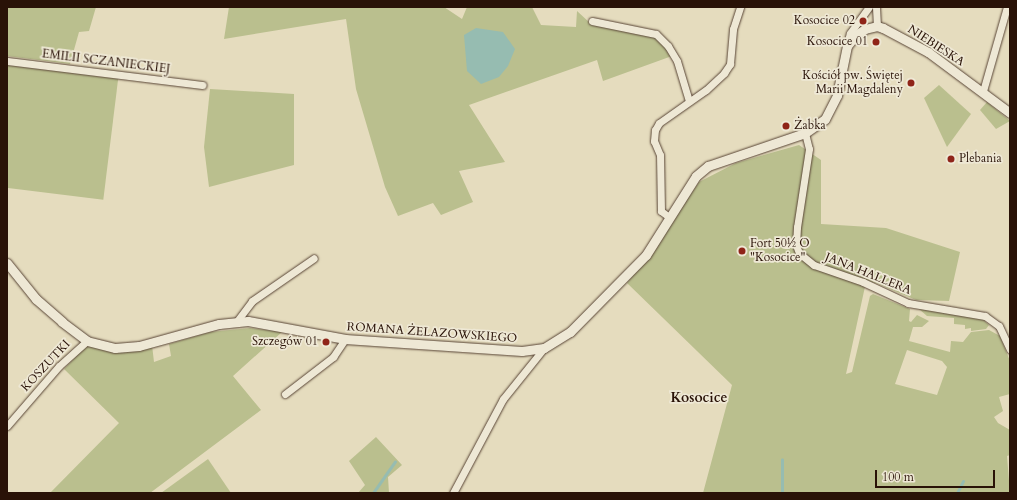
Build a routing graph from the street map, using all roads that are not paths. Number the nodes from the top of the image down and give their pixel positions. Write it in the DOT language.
graph roads {
  1 [pos="740,7"];
  2 [pos="869,7"];
  3 [pos="876,7"];
  4 [pos="1007,7"];
  5 [pos="592,21"];
  6 [pos="877,26"];
  7 [pos="847,46"];
  8 [pos="7,61"];
  9 [pos="203,85"];
  10 [pos="983,92"];
  11 [pos="689,101"];
  12 [pos="1010,113"];
  13 [pos="805,133"];
  14 [pos="669,217"];
  15 [pos="314,258"];
  16 [pos="7,263"];
  17 [pos="237,321"];
  18 [pos="345,339"];
  19 [pos="86,340"];
  20 [pos="544,348"];
  21 [pos="1010,350"];
  22 [pos="285,394"];
  23 [pos="7,426"];
  24 [pos="453,493"];
  1 -- 11 [label="street"];
  2 -- 7 [label="street"];
  3 -- 6 [label="street"];
  4 -- 10 [label="street"];
  5 -- 11 [label="street"];
  6 -- 7 [label="street"];
  6 -- 10 [label="street, NIEBIESKA"];
  7 -- 13 [label="street, ROMANA ŻELAZOWSKIEGO"];
  8 -- 9 [label="street, EMILII SCZANIECKIEJ"];
  10 -- 12 [label="street, NIEBIESKA"];
  11 -- 14 [label="street"];
  13 -- 14 [label="street, ROMANA ŻELAZOWSKIEGO"];
  13 -- 21 [label="street, JANA HALLERA"];
  14 -- 20 [label="street, ROMANA ŻELAZOWSKIEGO"];
  15 -- 17 [label="street"];
  16 -- 19 [label="street, ROMANA ŻELAZOWSKIEGO"];
  17 -- 18 [label="street, ROMANA ŻELAZOWSKIEGO"];
  17 -- 19 [label="street, ROMANA ŻELAZOWSKIEGO"];
  18 -- 20 [label="street, ROMANA ŻELAZOWSKIEGO"];
  18 -- 22 [label="street"];
  19 -- 23 [label="street, KOSZUTKI"];
  20 -- 24 [label="street"];
}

Goal of the exercise>
Pictures are not part of the copy; retype all the other material exactly.

Worked solution>
Build a routing graph from the street map, using all roads that are not paths. Number the nodes from the top of the image down and give their pixel positions. Write it in the DOT language.
graph roads {
  1 [pos="740,7"];
  2 [pos="869,7"];
  3 [pos="876,7"];
  4 [pos="1007,7"];
  5 [pos="592,21"];
  6 [pos="877,26"];
  7 [pos="847,46"];
  8 [pos="7,61"];
  9 [pos="203,85"];
  10 [pos="983,92"];
  11 [pos="689,101"];
  12 [pos="1010,113"];
  13 [pos="805,133"];
  14 [pos="669,217"];
  15 [pos="314,258"];
  16 [pos="7,263"];
  17 [pos="237,321"];
  18 [pos="345,339"];
  19 [pos="86,340"];
  20 [pos="544,348"];
  21 [pos="1010,350"];
  22 [pos="285,394"];
  23 [pos="7,426"];
  24 [pos="453,493"];
  1 -- 11 [label="street"];
  2 -- 7 [label="street"];
  3 -- 6 [label="street"];
  4 -- 10 [label="street"];
  5 -- 11 [label="street"];
  6 -- 7 [label="street"];
  6 -- 10 [label="street, NIEBIESKA"];
  7 -- 13 [label="street, ROMANA ŻELAZOWSKIEGO"];
  8 -- 9 [label="street, EMILII SCZANIECKIEJ"];
  10 -- 12 [label="street, NIEBIESKA"];
  11 -- 14 [label="street"];
  13 -- 14 [label="street, ROMANA ŻELAZOWSKIEGO"];
  13 -- 21 [label="street, JANA HALLERA"];
  14 -- 20 [label="street, ROMANA ŻELAZOWSKIEGO"];
  15 -- 17 [label="street"];
  16 -- 19 [label="street, ROMANA ŻELAZOWSKIEGO"];
  17 -- 18 [label="street, ROMANA ŻELAZOWSKIEGO"];
  17 -- 19 [label="street, ROMANA ŻELAZOWSKIEGO"];
  18 -- 20 [label="street, ROMANA ŻELAZOWSKIEGO"];
  18 -- 22 [label="street"];
  19 -- 23 [label="street, KOSZUTKI"];
  20 -- 24 [label="street"];
}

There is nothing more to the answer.